Descrizione della mosca del cappero
La Capparimyia savastani è una mosca di piccole dimensioni, che a maturità misura circa 4-5 mm di lunghezza. Gli adulti presentano ali piuttosto strette, con maculature nella parte mediana. Lo scuto toracico di questa mosca è di color ocra, interessato da una banda longitudinale mediana biancastra che, posteriormente, ripiega su ciascun lato per costeggiare il bordo del torace, formando un disegno simile alla lettera ω (omega) dell’alfabeto greco.

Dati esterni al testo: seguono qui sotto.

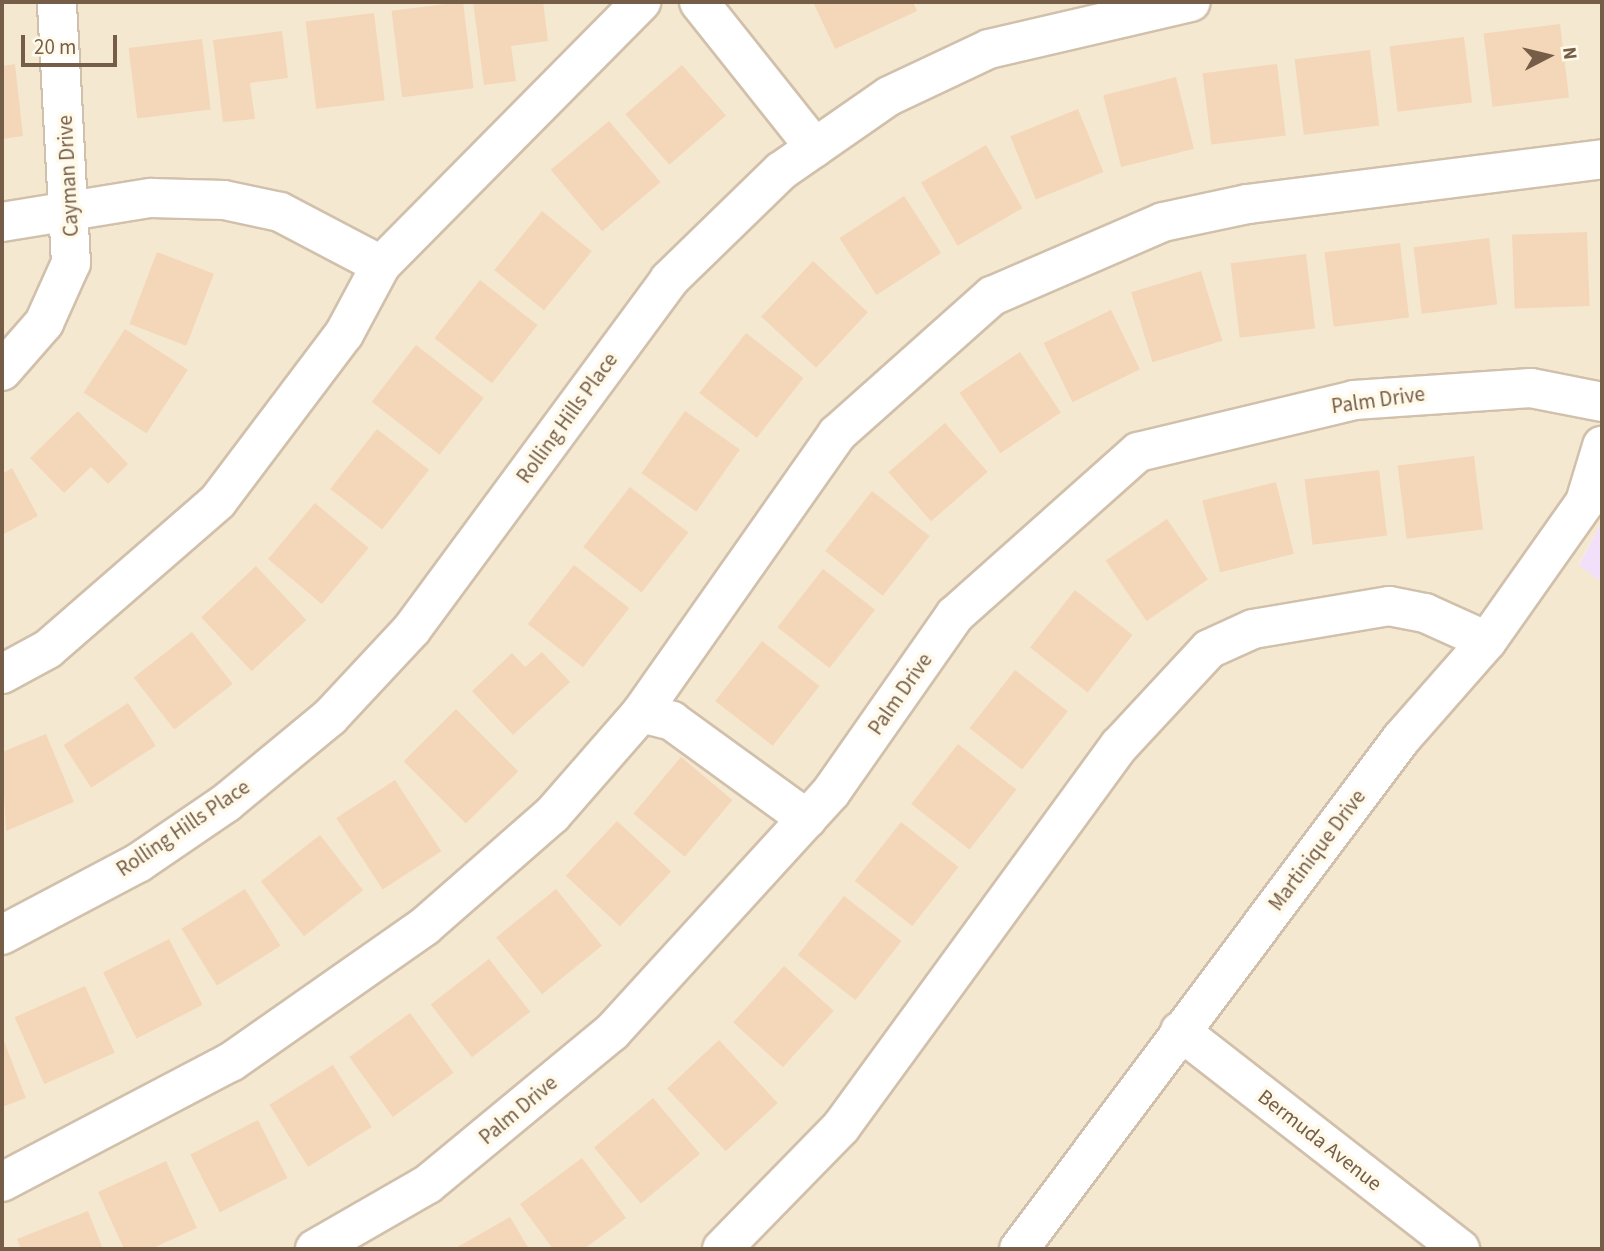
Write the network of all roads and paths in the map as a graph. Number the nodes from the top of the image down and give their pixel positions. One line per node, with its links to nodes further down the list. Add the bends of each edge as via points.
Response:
1 (57, 2): 7 (street, Cayman Drive)
2 (641, 2): 9 (street)
3 (1191, 2): 5 (street, Rolling Hills Place, via 989,49 889,96)
4 (716, 7): 5 (street)
5 (815, 148): 18 (street, Rolling Hills Place, via 781,171 668,280 412,629 330,716 226,803 138,863)
6 (1602, 159): 16 (street, via 1248,204 1163,222 992,296 837,434)
7 (72, 212): 8 (street); 9 (street, via 151,198 224,200 280,212); 10 (street, Cayman Drive, via 71,263 44,323)
8 (2, 222)
9 (381, 265): 15 (street, via 344,334 218,501 48,649)
10 (2, 371)
11 (1602, 402): 17 (street, Palm Drive, via 1531,388 1354,400 1138,452 955,615)
12 (1602, 446): 13 (street, Martinique Drive)
13 (1594, 508): 14 (street, Martinique Drive)
14 (1487, 642): 19 (street, Martinique Drive, via 1401,739); 22 (street, via 1425,613 1390,606 1253,629 1209,649 1119,746 841,1127)
15 (2, 674)
16 (641, 713): 17 (street, via 672,721); 20 (street, via 552,815 425,926 341,988 231,1062)
17 (807, 819): 21 (street, Palm Drive, via 612,1032 428,1184)
18 (2, 935)
19 (1180, 1031): 23 (street, Martinique Drive); 24 (street, Bermuda Avenue)
20 (2, 1182)
21 (315, 1249)
22 (722, 1249)
23 (1019, 1249)
24 (1460, 1249)

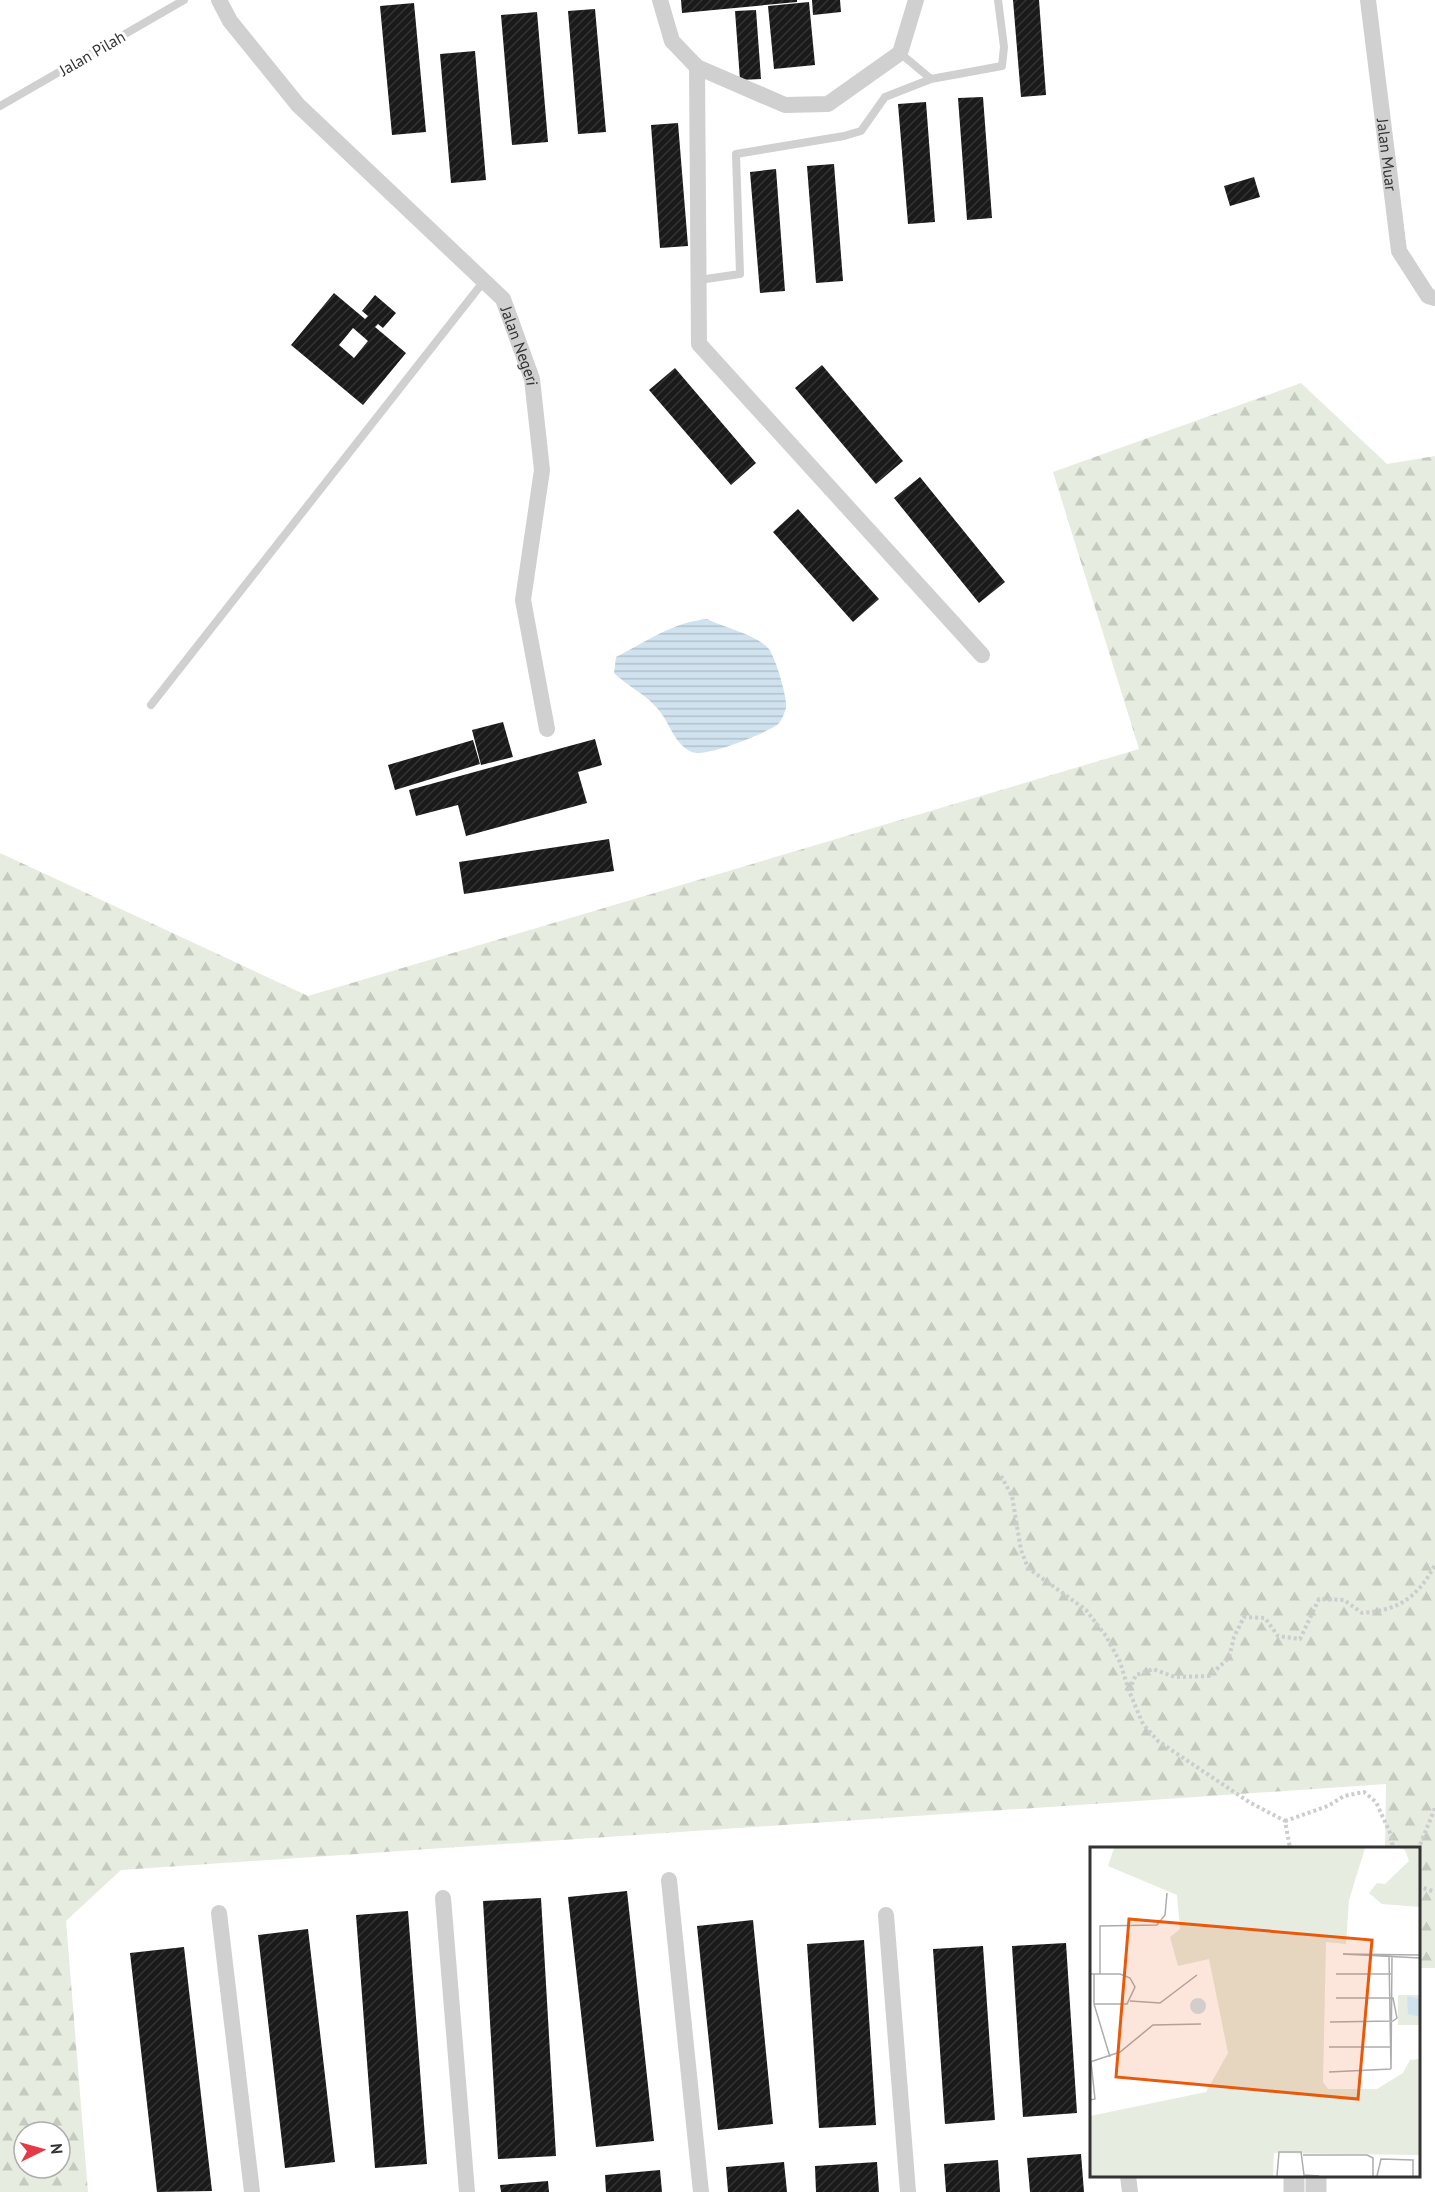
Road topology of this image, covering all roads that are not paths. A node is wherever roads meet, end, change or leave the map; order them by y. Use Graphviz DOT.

Lo scutello è giallo, interessato nella metà posteriore da un’ampia macchia nera bilobata.
Larva e pupario
Le larve della mosca del cappero misurano 7-8 mm di lunghezza e sono di colore bianco-giallognolo.
Il pupario invece è lungo 5 mm ed è di colore rosso ferro, con la parte ventrale meno convessa di quella dorsale.
Danni della mosca ai capperi
Il piccolo dittero Capparimyia savastani vive a spese dei fiori e dei frutti delle piante di cappero. La criticità è causata dalle larve, le quali danneggiano gli elementi interni del fiore e dei frutti. Questi vengono distrutti, in tutto o in parte, per via della marcescenza che si forma al loro interno. In pratica, i bottoni fiorali colpiti rimangono piccoli, avvizziscono e si ripiegano sul picciolo verso il basso, infine seccano e cadono.
Ciclo di vita della mosca del cappero
La mosca del cappero sverna allo stato di adulto, favorita dal clima mite, anche in inverno, delle regioni meridionali. In aprile, in concomitanza con l’emissione dei primi bottoni fiorali delle piante, ha inizio l’accoppiamento e l’ovodeposizione.
Le femmine depongono mediamente 4-5 uova all’interno dei bottoni fiorali, con le larve che nascono dopo 3-10 giorni. Lo sviluppo larvale si completa invece in 10-18 giorni. Dopo questo periodo, le larve fuoriescono dalle parti danneggiate e si lasciano cadere a terra per impuparsi a qualche centimetro di profondità.
I nuovi adulti compaiono dopo 8-17 giorni. Complessivamente, in un anno vengono portate a termine 5-6 generazioni di mosca del cappero, con i diversi stadi di sviluppo che facilmente si sovrappongono. Il picco delle infestazioni si ha in piena estate.
Come eliminare la mosca del cappero
La difesa biologica contro la mosca del cappero deve essere tempestiva, dunque va avviata a inizio primavera. Per prima cosa bisogna eliminare manualmente i bottoni fiorali danneggiati, operazione però molto laboriosa. È opportuno, quindi, procedere al monitoraggio della presenza della mosca, installando nei pressi delle piante di cappero delle trappole cromotropiche gialle. Se dall’esame delle trappole la mosca risulta presente, dobbiamo installare per la cattura massale le tipiche trappole con la bottiglia e il tappo giallo (facili anche da costruire in maniera artigianale). Queste seconde trappola vanno innescate con degli attrattivi, ad esempio un’esca proteica fatta in casa con residui di carne e pesce mescolati con sostanze zuccherine. In commercio è possibile trovare le sostanze attrattive (esche proteiche) già pronte all’uso. Come detto, la Capparimyia savastani è affine alla mosca della frutta (Ceratitis capitata), per cui è possibile estendere anche a questo dannoso parassita l’uso del prodotto.